**YOUR INSTRUCTIONS**
Restate each entry word for word. Keep every detail intact.
==== DATA TO PROCESS
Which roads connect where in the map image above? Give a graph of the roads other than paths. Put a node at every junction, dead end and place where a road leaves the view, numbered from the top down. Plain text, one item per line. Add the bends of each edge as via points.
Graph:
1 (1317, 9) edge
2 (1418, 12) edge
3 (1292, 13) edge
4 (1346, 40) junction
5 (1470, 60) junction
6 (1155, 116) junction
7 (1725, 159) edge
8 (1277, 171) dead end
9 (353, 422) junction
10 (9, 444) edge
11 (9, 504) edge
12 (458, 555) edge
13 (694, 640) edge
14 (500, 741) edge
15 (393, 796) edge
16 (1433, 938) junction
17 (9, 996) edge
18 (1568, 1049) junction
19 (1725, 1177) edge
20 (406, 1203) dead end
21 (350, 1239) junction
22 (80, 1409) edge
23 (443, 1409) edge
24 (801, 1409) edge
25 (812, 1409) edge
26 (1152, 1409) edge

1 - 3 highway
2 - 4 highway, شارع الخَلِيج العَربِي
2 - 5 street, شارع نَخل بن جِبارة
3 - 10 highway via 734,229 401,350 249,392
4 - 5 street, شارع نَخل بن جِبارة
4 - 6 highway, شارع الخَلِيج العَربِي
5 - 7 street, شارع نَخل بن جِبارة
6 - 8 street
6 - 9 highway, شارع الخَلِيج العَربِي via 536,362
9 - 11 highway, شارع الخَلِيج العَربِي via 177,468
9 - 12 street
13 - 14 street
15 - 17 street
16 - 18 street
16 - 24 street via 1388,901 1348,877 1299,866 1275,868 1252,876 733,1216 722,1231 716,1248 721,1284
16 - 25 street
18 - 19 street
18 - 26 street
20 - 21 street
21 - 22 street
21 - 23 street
========
**SOLVED EXERCISE**
Which roads connect where in the map image above? Give a graph of the roads other than paths. Put a node at every junction, dead end and place where a road leaves the view, numbered from the top down. Plain text, one item per line. Add the bends of each edge as via points.
Graph:
1 (1317, 9) edge
2 (1418, 12) edge
3 (1292, 13) edge
4 (1346, 40) junction
5 (1470, 60) junction
6 (1155, 116) junction
7 (1725, 159) edge
8 (1277, 171) dead end
9 (353, 422) junction
10 (9, 444) edge
11 (9, 504) edge
12 (458, 555) edge
13 (694, 640) edge
14 (500, 741) edge
15 (393, 796) edge
16 (1433, 938) junction
17 (9, 996) edge
18 (1568, 1049) junction
19 (1725, 1177) edge
20 (406, 1203) dead end
21 (350, 1239) junction
22 (80, 1409) edge
23 (443, 1409) edge
24 (801, 1409) edge
25 (812, 1409) edge
26 (1152, 1409) edge

1 - 3 highway
2 - 4 highway, شارع الخَلِيج العَربِي
2 - 5 street, شارع نَخل بن جِبارة
3 - 10 highway via 734,229 401,350 249,392
4 - 5 street, شارع نَخل بن جِبارة
4 - 6 highway, شارع الخَلِيج العَربِي
5 - 7 street, شارع نَخل بن جِبارة
6 - 8 street
6 - 9 highway, شارع الخَلِيج العَربِي via 536,362
9 - 11 highway, شارع الخَلِيج العَربِي via 177,468
9 - 12 street
13 - 14 street
15 - 17 street
16 - 18 street
16 - 24 street via 1388,901 1348,877 1299,866 1275,868 1252,876 733,1216 722,1231 716,1248 721,1284
16 - 25 street
18 - 19 street
18 - 26 street
20 - 21 street
21 - 22 street
21 - 23 street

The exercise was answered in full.